The render target holding this data is filled with ExecuteIndirect calls in parallel with the Depth Buffer.
All ExecuteIndirect calls read vertex buffers, index buffers, and a material buffer, that is used to apply various materials.
There are four different vertex buffers:

  • Position 
  • Texture coordinates 
  • Normals 
  • Tangents 
Separating vertex data into four buffers (also called non-interleaved vertex data) turned out to be more efficient due to position and texture coordinates being used more often than normals and tangents.
Looking at the separate stages:
  • Triangle filtering uses
    • Position
  • Filling the Visibility Buffer uses
    • Position
    • Texture coordinates for alpha testing
  • Shading uses
    • Position
    • Texture coordinates
    • Normals
    • Tangents
The ExecuteIndirect calls also expect index buffers that are used to index into the vertex buffers. This demo is using six “filtered” index buffers that were generated during triangle removal by appending only visible triangles to them. There are two sets for the camera view and the shadow map view of three index buffers for triple buffering the swap chain. The triple buffer was necessary for the async compute shader used in triangle removal.
The ExecuteIndirect calls also expect “filtered” indirect argument buffers that were generated during the draw call compaction stage after triangle removal.
The last buffer fed to the ExecuteIndirect calls is the texture id or material buffer (also generated during draw call compaction), which is used to represent a wide range of materials in the scene.
All the source code can be found in Visibility_Buffer.cpp and there in drawVisibilityBufferPass() and in visibilitybuffer_pass.frag.fsl.

In the San Miguel test scene, the number of indirect draw calls in each of the four ExecuteIndirect calls are: 

  • Shadow opaque: 163 
  • Shadow alpha masked: 50 
  • Main view opaque: 152 
  • Main view alpha masked: 50 
As soon as these four ExecuteIndirect calls have finished, the Visibility Buffer and the Depth buffer are filled with one layer of triangles and one layer of pixels. In other words overdraw of triangles and pixels is removed for opaque geometry.
The demo holds implementations for the described Visibility Buffer approach and a G-Buffer based Deferred Shading approach. The way the G-Buffer is filled resembles the way the Visibility Buffer is filled. The main difference is the memory usage patterns. 
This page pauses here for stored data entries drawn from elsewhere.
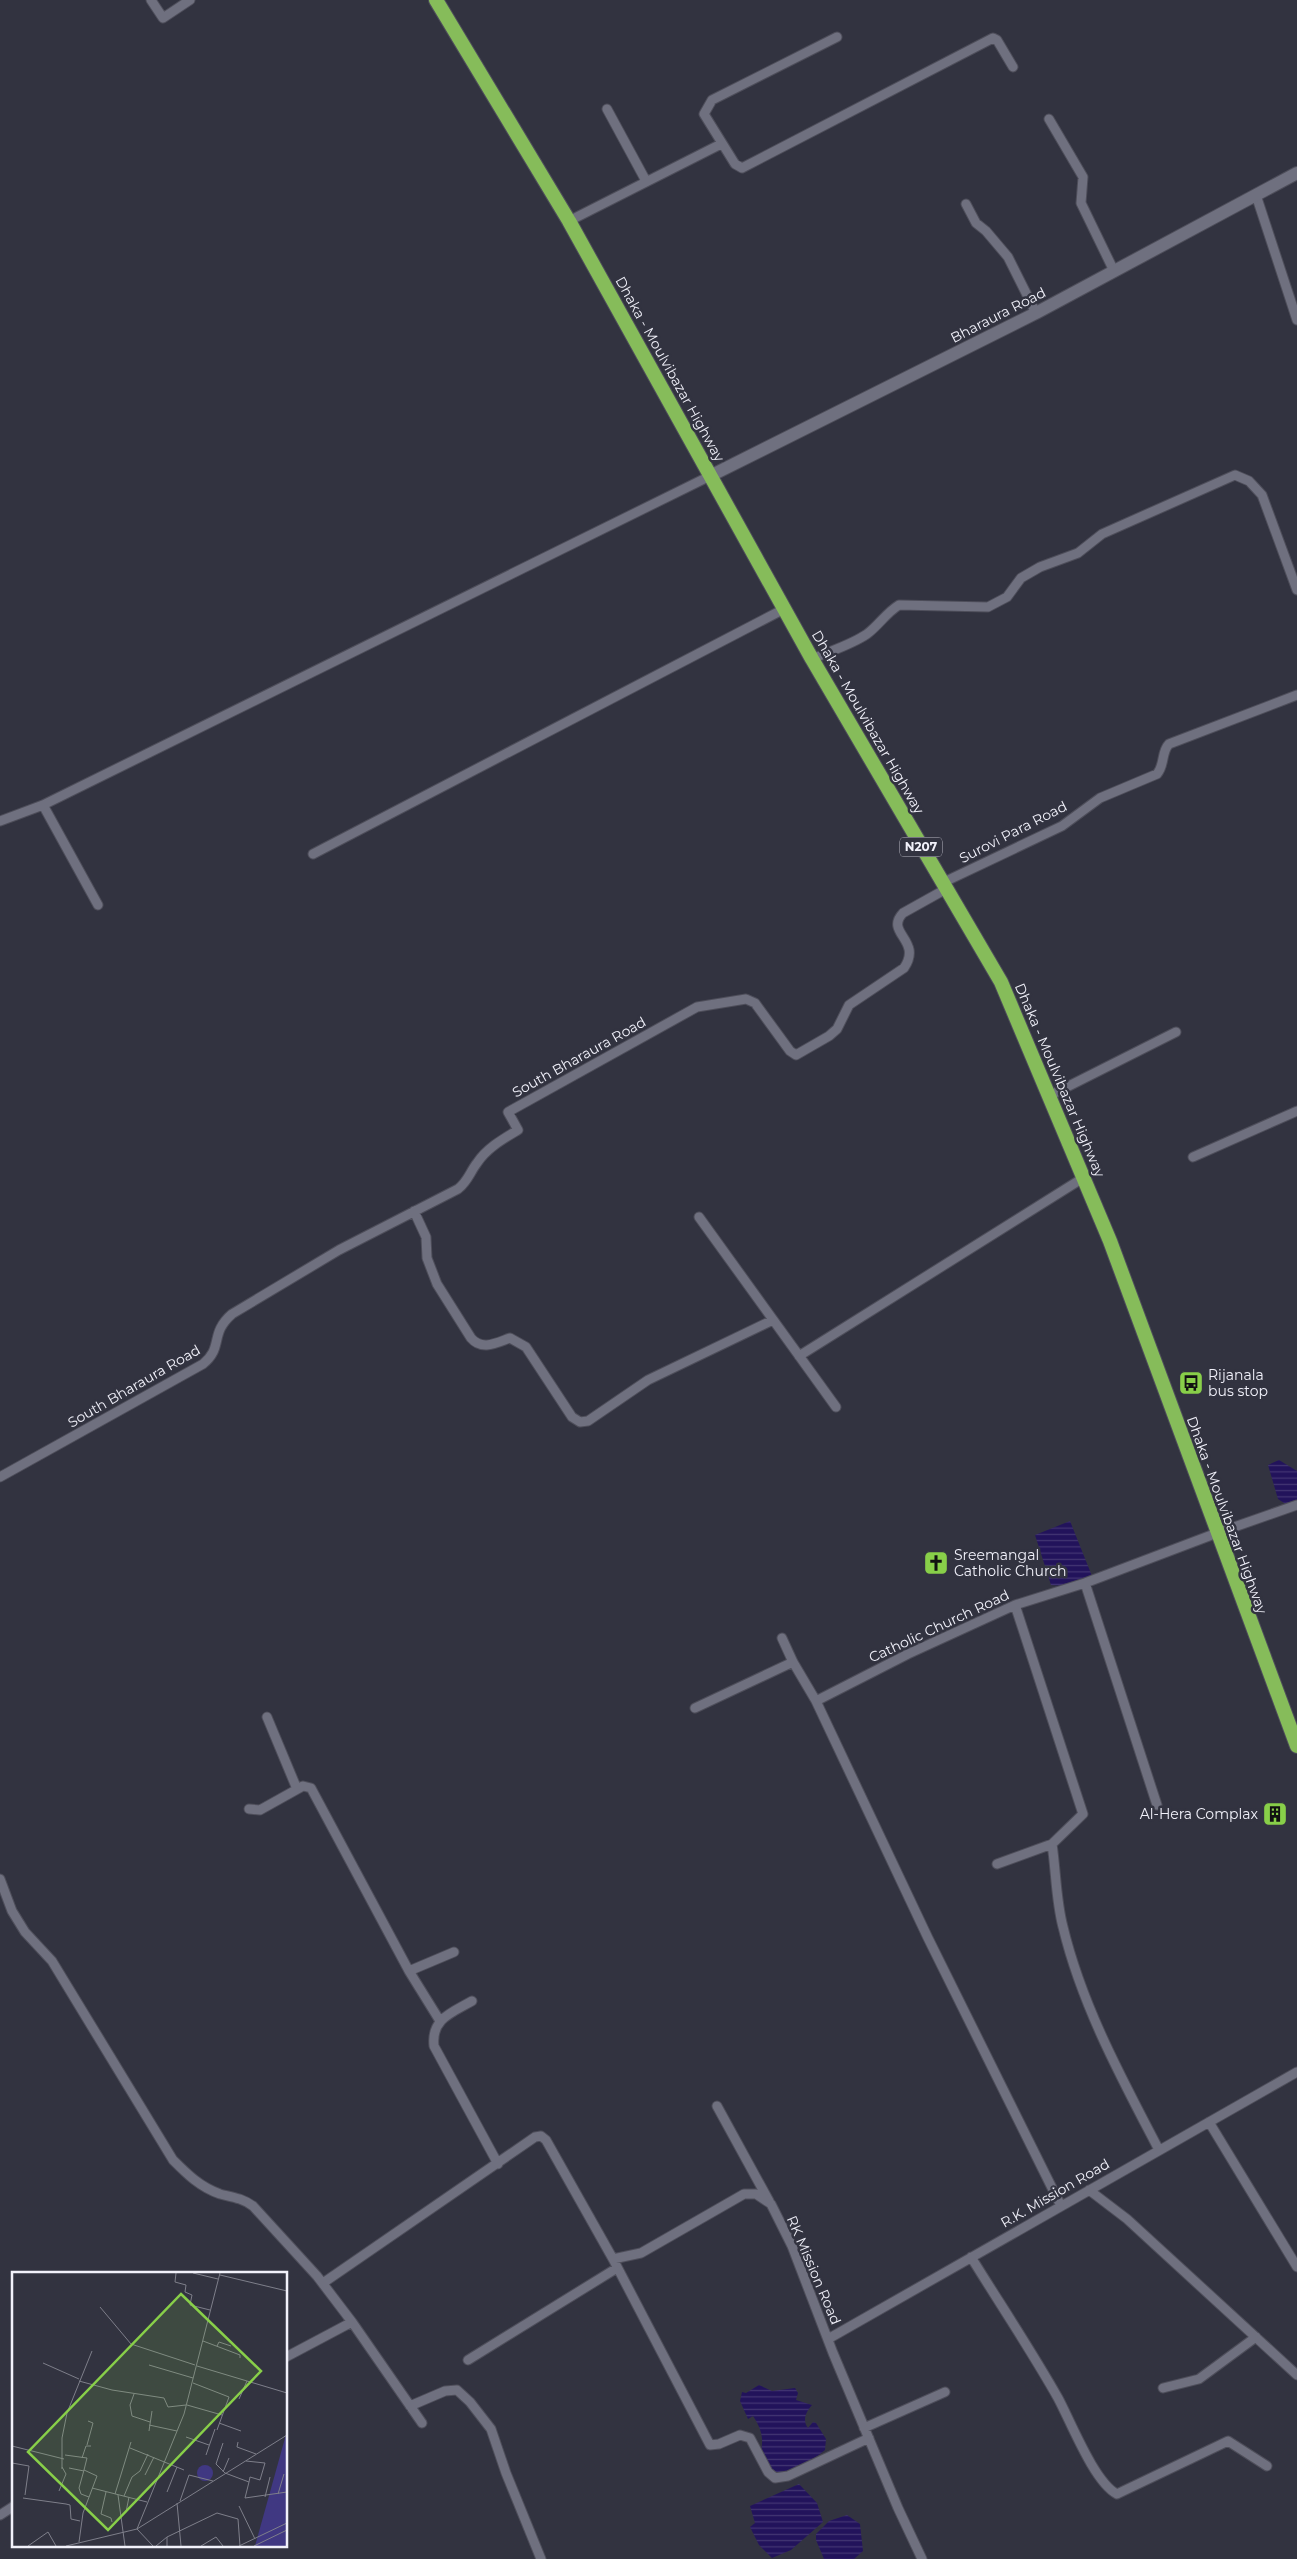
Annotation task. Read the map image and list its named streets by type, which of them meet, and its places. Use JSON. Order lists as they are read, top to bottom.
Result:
{
  "streets": {
    "highway": ["Dhaka - Moulvibazar Highway", "N207"],
    "main road": ["Bharaura Road"],
    "street": [
      "Surovi Para Road",
      "South Bharaura Road",
      "Catholic Church Road",
      "R.K. Mission Road",
      "RK Mission Road"
    ]
  },
  "crossings": [
    ["Bharaura Road", "Dhaka - Moulvibazar Highway"],
    ["Dhaka - Moulvibazar Highway", "Surovi Para Road"],
    ["Dhaka - Moulvibazar Highway", "South Bharaura Road"],
    ["Dhaka - Moulvibazar Highway", "Catholic Church Road"],
    ["Surovi Para Road", "South Bharaura Road"],
    ["R.K. Mission Road", "RK Mission Road"]
  ],
  "places": {
    "bus stop": ["Rijanala bus stop"],
    "church": ["Sreemangal Catholic Church"],
    "building": ["Al-Hera Complax"]
  }
}
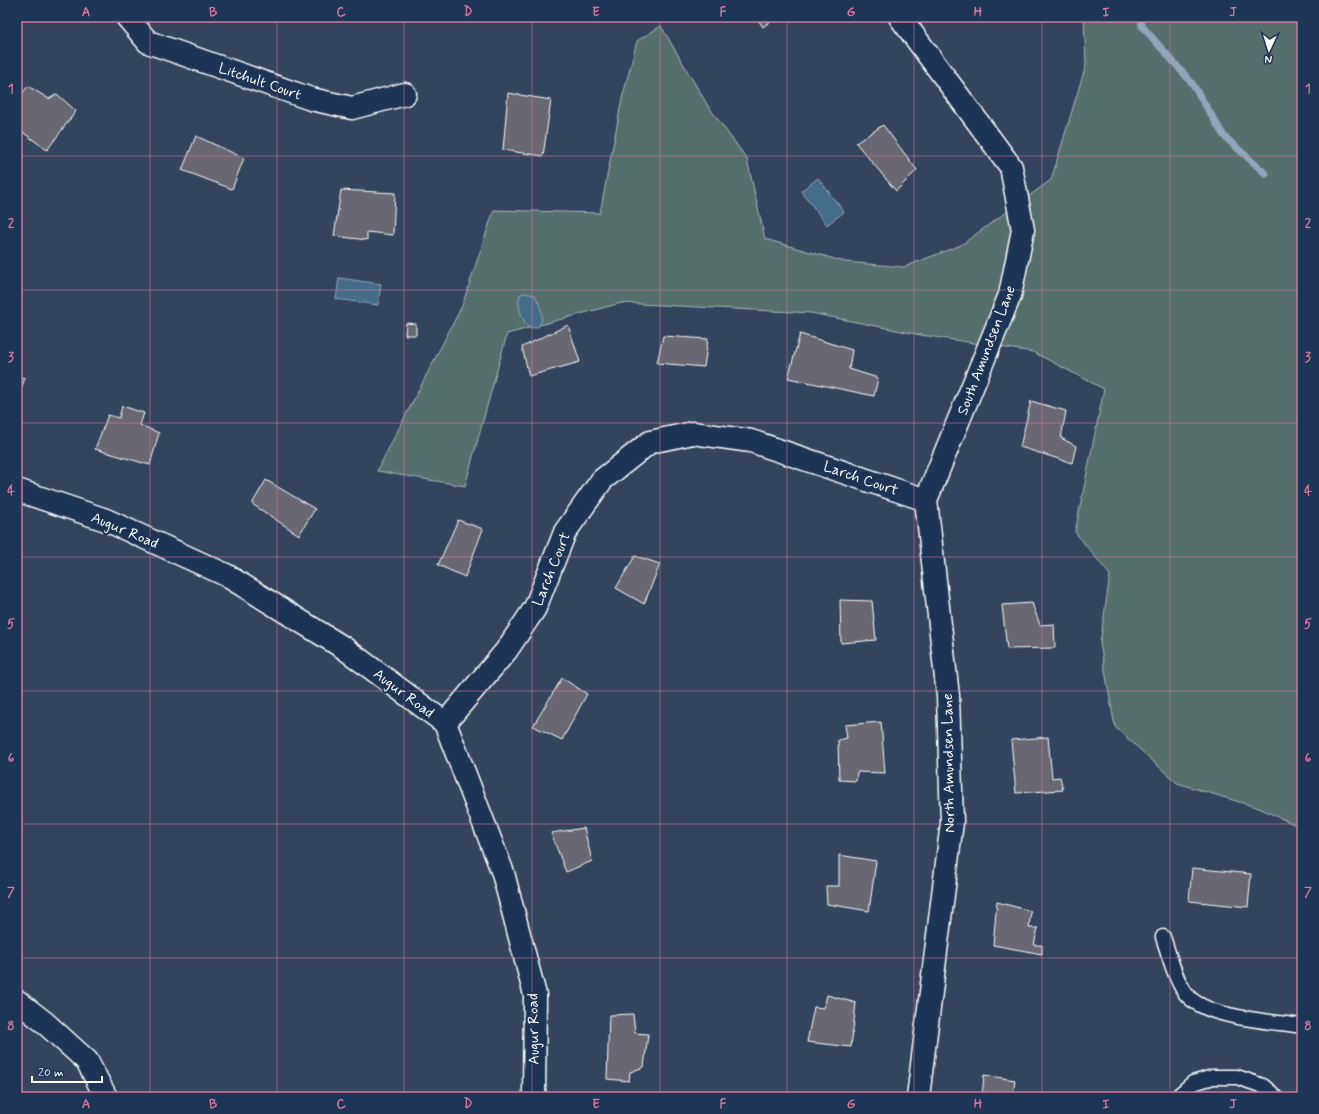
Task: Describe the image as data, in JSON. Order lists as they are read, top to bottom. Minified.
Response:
{"streets":{"street":["Litchult Court","South Amundsen Lane","Larch Court","Augur Road","North Amundsen Lane"]},"crossings":[["South Amundsen Lane","Larch Court"],["South Amundsen Lane","North Amundsen Lane"],["Larch Court","Augur Road"],["Larch Court","North Amundsen Lane"]],"scale_bar":"20 m","north":"bottom","grid":{"columns":["A","B","C","D","E","F","G","H","I","J"],"rows":["1","2","3","4","5","6","7","8"]}}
Memory Usage - Visibility Buffer vs. G-Buffer

Memory bandwidth is one of the more limiting factors for the performance of games, especially on lower-end platforms or on platforms that need to support 4k and higher resolutions.
The increasing size of G-Buffers during the last 10 years makes the commonly used Deferred Shading techniques more bandwidth-hungry.
Games use vertex and index buffers, other data like textures, draw arguments, uniforms, descriptors, and then render targets. Render targets scale with screen size and for larger screen resolutions represent a very large part of the memory occupied during rendering.
One of the advantages of the Visibility Buffer is that it fits into two 32-bit render targets (Triangle Visibility in 32-bit and depth visibility in 32-bit as well). The following text will compare the memory usage of the demo implementation of the Visibility Buffer and the G-Buffer implementation.
The usage of vertex and index buffers to feed the ExecuteIndirect calls are the same in the Visibility Buffer and the G-Buffer implementation as shown in Image 8:

Image 8 - Memory usage of the Vertex and Index Buffers

Additionally, there is data used for textures (roughly 21 MB), draw arguments, uniforms, descriptors etc. (roughly 2 MB). From a memory perspective, the most interesting memory is the one that is used for screen-space render targets. Image 9 shows the render target memory occupied with a resolution of 1080p and various MSAA settings for the Visibility buffer:

Image 9 - Visibility Buffer Memory at 1080p


Image 10 shows the render target memory occupied in a resolution of 1080p and various MSAA settings for a G-Buffer:

Image 10 - G-Buffer Memory at 1080p

Comparing the 1080p memory numbers, the G-Buffer with 2x and 4x MSAA more than doubles in size as expected from going from two 32-bit render targets to five.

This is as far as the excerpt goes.